Sokaklarda dolaşırken insanların sakinliği göze çarpıyor. Yoğun ve karmaşık trafikte bile sükûnetlerinden taviz vermiyorlar. Belki de bu sakinliğin nedenlerinden biri ülkenin uçsuz bucaksız yeşillikler içinde olmasıdır diye düşünüyoruz. İnsanlar toprak ve yeşille iç içe. Fakat bereketi her halinden belli olan toprağı işleyebilmek için özgüvene ve çalışmaya ihtiyaçları var. Tarım alanlarının çoğunun Avrupalılara ait olduğu düşünülünce yerli halkın özgüven kazanmasının zaruri olduğu fark ediliyor. Sömürge altında yaşamak bu insanların özgüvenlerini de alıp götürmüş.
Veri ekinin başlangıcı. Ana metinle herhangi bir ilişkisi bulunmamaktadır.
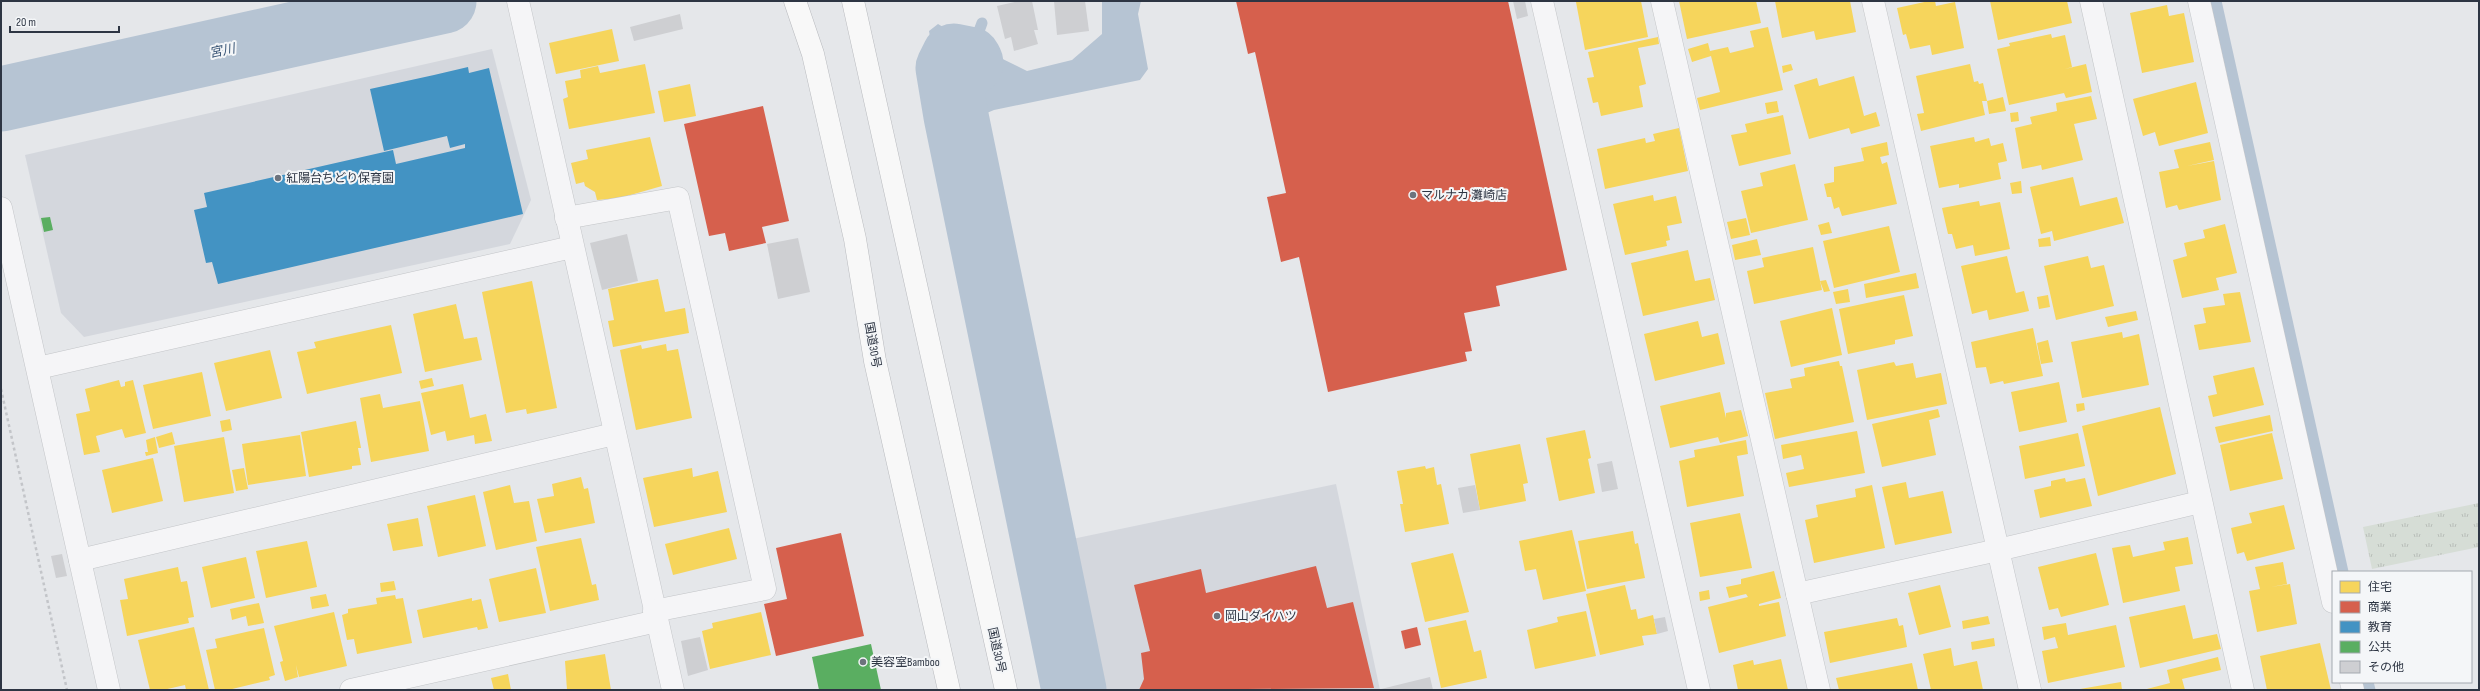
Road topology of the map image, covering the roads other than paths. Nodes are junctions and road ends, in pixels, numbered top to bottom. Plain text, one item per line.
1 (518, 1) edge
2 (795, 1) edge
3 (853, 1) edge
4 (1542, 1) edge
5 (1662, 1) edge
6 (1873, 1) edge
7 (2091, 1) edge
8 (2200, 1) edge
9 (1, 208) edge
10 (566, 218) junction
11 (572, 247) junction
12 (38, 368) junction
13 (614, 434) junction
14 (2200, 502) junction
15 (1998, 550) junction
16 (80, 560) junction
17 (1797, 594) junction
18 (2332, 597) edge
19 (655, 616) junction
20 (109, 690) edge
21 (351, 690) edge
22 (673, 690) edge
23 (949, 690) edge
24 (1006, 690) edge
25 (1699, 690) edge
26 (1819, 690) edge
27 (2030, 690) edge
28 (2243, 690) edge

1 - 10 street
2 - 23 highway, 国道30号
3 - 24 highway, 国道30号
4 - 25 street
5 - 17 street
6 - 15 street
7 - 14 street
8 - 18 street
9 - 12 street
10 - 11 street
10 - 19 street
11 - 12 street
11 - 13 street
12 - 16 street
13 - 16 street
13 - 19 street
14 - 15 street
14 - 28 street
15 - 17 street
15 - 27 street
16 - 20 street
17 - 26 street
19 - 21 street
19 - 22 street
Kamerun Müslüman bir ülke mi?
Yaklaşık 23 milyon nüfusa sahip olan Kamerun’un %70’ini Hristiyanlar, %20’sini de Müslümanlar oluşturuyor.
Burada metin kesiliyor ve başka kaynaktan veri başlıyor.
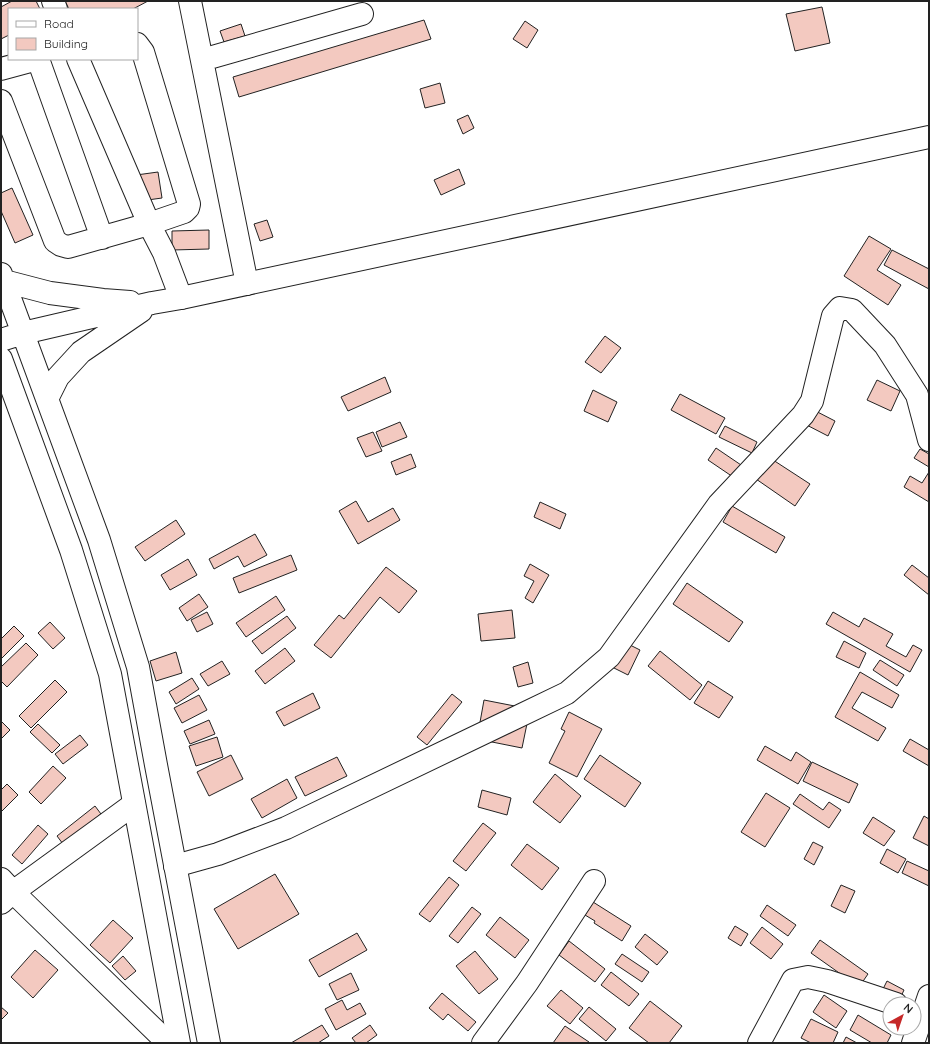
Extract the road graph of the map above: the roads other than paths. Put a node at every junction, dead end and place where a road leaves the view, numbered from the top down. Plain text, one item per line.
1 (190, 1) edge
2 (362, 14) dead end
3 (138, 45) edge
4 (34, 60) edge
5 (38, 60) edge
6 (78, 60) edge
7 (202, 60) junction
8 (1, 69) edge
9 (1, 101) edge
10 (929, 137) edge
11 (149, 224) junction
12 (102, 238) junction
13 (2, 277) edge
14 (248, 284) junction
15 (181, 298) junction
16 (152, 303) junction
17 (23, 334) junction
18 (1, 340) edge
19 (1, 359) edge
20 (47, 399) junction
21 (929, 440) edge
22 (134, 804) junction
23 (175, 866) junction
24 (594, 881) dead end
25 (5, 891) edge
26 (882, 999) edge
27 (168, 1043) edge
28 (179, 1043) edge
29 (209, 1043) edge
30 (483, 1043) edge
31 (759, 1043) edge

1 - 7 main road
2 - 7 main road
3 - 11 main road
4 - 8 main road
5 - 12 main road
6 - 11 main road
7 - 14 main road
9 - 12 main road
10 - 14 main road
11 - 12 main road
11 - 15 main road
13 - 16 main road
13 - 17 main road
14 - 15 main road
15 - 16 main road
16 - 17 main road
16 - 20 main road
17 - 18 main road
17 - 20 main road
19 - 22 main road
20 - 23 main road
21 - 23 main road
22 - 25 main road
22 - 28 main road
23 - 29 main road
24 - 30 main road
25 - 27 main road
26 - 31 main road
Hristiyanların nüfusu fazla olsa da insanlar iç içe, birbirlerinden ayrışmadan yaşıyor. Kilise gördüğünüz sokakta biraz ilerlediğinizde bir mahalle mescidi ile karşılaşabiliyorsunuz. Ayrı dinlerin insanlarının burada herhangi bir problem olmadan yaşadığını gözlemleyebiliyorsunuz. Burada kavga veya savaş için bir neden yok.
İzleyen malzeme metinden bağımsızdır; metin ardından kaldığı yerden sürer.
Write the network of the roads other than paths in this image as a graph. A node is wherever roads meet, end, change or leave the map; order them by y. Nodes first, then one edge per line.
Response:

Müslümanların yoğun olduğu mahallelerde cami veya mescit eksikliği pek hissedilmezken, diğer bölgelerde Müslümanlar namazlarını temiz buldukları her yerde kılabiliyor. Bu kimi zaman bir dükkân girişi, kimi zaman yol kenarındaki yeşillik, kimi zaman da sokak pazarı olabiliyor. Müslümanlar burada kendi üzerlerinde herhangi bir baskı hissetmeden yaşasalar da sokaklardaki gayriahlaki görüntüler onlar için rahatsız edici düzeyde. Dindar Hristiyanların da rahatsız olduğu bu konu için devletin önlem alınmasını istiyorlar. Ancak yükü sadece devlete yüklemeyip kendileri de bilinçlendirme çalışmalarını sürdürüyorlar.